Jacobsen wich zurück, als hätte er einen Schlag an den Kopf bekommen und stieß gegen den umfangreichen Bauch des Polizisten.
»Sie sind noch neu im Dienst, Jacobsen,« sagte Krag. »Es könnte geschehen, daß Ihnen noch größere Ueberraschungen als diese begegnen.«
Jacobsen wies jedoch noch immer mit beiden Händen auf Nelson: »Diesen Mann habe ich doch selbst vor einigen Stunden eingeschlossen. Da trug er aber noch Gesellschaftskleidung.«
»Es ist derselbe,« antwortete Krag. »Haben Sie die Fesseln mitgebracht, Jacobsen?«
»Ja, das weiß der Himmel,« entgegnete Jacobsen haßerfüllt und fuhr blitzschnell mit den Händen in die Taschen.

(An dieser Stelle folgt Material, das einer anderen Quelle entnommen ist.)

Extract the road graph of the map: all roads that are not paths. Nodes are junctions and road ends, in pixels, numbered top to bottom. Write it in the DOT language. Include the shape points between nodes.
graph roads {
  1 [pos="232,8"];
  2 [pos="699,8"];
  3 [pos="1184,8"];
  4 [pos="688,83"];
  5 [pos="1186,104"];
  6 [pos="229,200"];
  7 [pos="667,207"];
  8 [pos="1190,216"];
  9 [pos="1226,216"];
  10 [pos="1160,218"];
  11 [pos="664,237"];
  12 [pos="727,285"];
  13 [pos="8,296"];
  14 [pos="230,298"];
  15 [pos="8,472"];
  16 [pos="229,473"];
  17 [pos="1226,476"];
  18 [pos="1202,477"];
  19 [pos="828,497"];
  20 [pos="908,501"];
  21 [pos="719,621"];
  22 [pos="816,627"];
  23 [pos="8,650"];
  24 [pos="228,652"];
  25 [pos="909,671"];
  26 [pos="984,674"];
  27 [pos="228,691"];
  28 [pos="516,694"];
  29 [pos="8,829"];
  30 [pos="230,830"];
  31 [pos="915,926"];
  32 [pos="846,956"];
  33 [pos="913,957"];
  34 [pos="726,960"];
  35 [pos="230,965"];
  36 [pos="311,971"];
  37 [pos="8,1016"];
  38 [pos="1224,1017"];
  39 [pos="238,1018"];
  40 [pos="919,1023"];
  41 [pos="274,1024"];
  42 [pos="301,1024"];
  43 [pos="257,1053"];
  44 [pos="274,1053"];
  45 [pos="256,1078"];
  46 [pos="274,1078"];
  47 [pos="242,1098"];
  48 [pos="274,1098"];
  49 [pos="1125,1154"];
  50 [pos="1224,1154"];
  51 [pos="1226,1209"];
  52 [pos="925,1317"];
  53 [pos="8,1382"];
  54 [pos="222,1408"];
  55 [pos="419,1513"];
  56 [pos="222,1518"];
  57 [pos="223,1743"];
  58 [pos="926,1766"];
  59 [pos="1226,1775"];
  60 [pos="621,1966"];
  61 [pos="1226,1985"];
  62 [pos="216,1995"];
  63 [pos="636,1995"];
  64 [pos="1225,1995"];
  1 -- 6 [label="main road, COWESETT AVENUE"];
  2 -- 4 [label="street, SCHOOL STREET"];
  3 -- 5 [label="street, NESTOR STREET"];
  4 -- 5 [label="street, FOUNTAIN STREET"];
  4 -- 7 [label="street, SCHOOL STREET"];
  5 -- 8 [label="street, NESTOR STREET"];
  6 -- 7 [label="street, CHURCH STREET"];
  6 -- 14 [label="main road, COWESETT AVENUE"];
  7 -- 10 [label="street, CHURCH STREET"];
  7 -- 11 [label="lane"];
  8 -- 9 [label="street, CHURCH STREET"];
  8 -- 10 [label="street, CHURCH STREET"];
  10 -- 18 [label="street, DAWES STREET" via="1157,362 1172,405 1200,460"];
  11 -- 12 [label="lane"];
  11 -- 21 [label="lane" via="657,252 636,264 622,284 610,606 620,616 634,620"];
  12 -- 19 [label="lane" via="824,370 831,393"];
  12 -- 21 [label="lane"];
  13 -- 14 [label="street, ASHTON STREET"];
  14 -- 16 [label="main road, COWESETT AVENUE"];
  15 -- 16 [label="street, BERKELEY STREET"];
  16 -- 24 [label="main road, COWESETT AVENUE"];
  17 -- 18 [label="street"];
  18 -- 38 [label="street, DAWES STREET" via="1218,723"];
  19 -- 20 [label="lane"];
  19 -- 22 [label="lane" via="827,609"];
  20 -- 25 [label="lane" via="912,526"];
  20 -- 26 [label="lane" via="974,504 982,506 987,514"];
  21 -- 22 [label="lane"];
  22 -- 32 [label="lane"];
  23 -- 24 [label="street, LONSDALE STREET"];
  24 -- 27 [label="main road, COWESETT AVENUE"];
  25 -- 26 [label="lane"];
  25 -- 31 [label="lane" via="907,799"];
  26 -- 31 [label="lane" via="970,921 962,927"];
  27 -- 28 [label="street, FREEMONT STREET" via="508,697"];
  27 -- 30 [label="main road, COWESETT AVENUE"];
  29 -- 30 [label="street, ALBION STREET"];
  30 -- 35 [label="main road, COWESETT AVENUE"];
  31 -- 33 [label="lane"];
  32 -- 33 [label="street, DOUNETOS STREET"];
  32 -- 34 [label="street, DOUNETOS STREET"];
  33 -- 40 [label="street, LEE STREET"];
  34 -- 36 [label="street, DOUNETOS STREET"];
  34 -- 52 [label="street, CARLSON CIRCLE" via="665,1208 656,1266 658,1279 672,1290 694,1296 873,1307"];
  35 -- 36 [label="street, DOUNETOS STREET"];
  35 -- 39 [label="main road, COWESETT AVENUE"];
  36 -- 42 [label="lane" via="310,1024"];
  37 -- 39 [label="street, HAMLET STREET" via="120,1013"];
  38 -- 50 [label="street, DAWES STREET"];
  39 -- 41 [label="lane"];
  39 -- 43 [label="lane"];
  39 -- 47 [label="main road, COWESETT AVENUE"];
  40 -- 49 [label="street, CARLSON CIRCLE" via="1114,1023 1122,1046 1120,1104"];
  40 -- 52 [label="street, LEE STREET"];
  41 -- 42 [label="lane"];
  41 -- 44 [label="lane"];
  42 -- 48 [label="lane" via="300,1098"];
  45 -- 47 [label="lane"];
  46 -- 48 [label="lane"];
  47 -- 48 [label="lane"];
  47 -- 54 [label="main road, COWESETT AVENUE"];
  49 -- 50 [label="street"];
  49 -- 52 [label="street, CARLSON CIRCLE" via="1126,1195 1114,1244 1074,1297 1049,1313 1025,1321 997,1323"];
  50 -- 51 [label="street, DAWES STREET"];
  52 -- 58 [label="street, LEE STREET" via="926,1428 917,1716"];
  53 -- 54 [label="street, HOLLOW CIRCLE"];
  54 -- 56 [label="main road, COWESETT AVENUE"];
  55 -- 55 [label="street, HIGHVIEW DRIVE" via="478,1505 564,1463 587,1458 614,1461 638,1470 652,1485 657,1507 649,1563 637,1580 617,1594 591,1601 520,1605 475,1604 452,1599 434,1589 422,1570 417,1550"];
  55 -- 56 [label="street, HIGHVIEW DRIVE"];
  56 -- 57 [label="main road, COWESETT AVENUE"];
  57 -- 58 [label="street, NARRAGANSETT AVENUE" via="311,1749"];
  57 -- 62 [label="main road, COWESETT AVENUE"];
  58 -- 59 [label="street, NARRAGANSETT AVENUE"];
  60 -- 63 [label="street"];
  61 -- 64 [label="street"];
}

Nelson wehrte sich. »Fesseln?« rief er aus. »Ich verstehe nicht – –«
»Es gehört alles mit zur Komödie. Tun Sie doch dem Regisseur den Gefallen –« Krag hatte indessen nicht nötig, die Antwort abzuwarten; denn in wenigen Sekunden hatte Jacobsen die Eisen um Nelsons Hände gelegt.
Nelson lächelte nachsichtig. »Na, dann nur zu,« murmelte er, »wenn ich Ihnen damit einen Gefallen tun kann.«
Plötzlich bekamen Krags Züge einen sonderbaren, nachdenklichen Ausdruck. »Mir kommt eben in den Sinn, wie glücklich Sie im Grunde sind, mein lieber Mr. Nelson.«
Nelson ließ die Ketten rasseln. »So? Finden Sie das wirklich?«
»Ich meine nicht, daß Sie nun in diesem Augenblick glücklich sind. Aber Sie waren es.«
»Gehen wir nun bald?« fragte Nelson ungeduldig. »Ich verstehe Sie nicht mehr. Wann war das Glück mir denn günstig?«
»Zum Beispiel, als Murfy willig war.«
Bei diesen Worten hatte Krag seinen Gegner scharf angeblickt. Sie verfehlten ihre Wirkung auf Nelson nicht. Mit riesenhafter Anstrengung aller seiner Kräfte versuchte er, die Fesseln zu sprengen. Plötzlich wurde er jedoch blaß.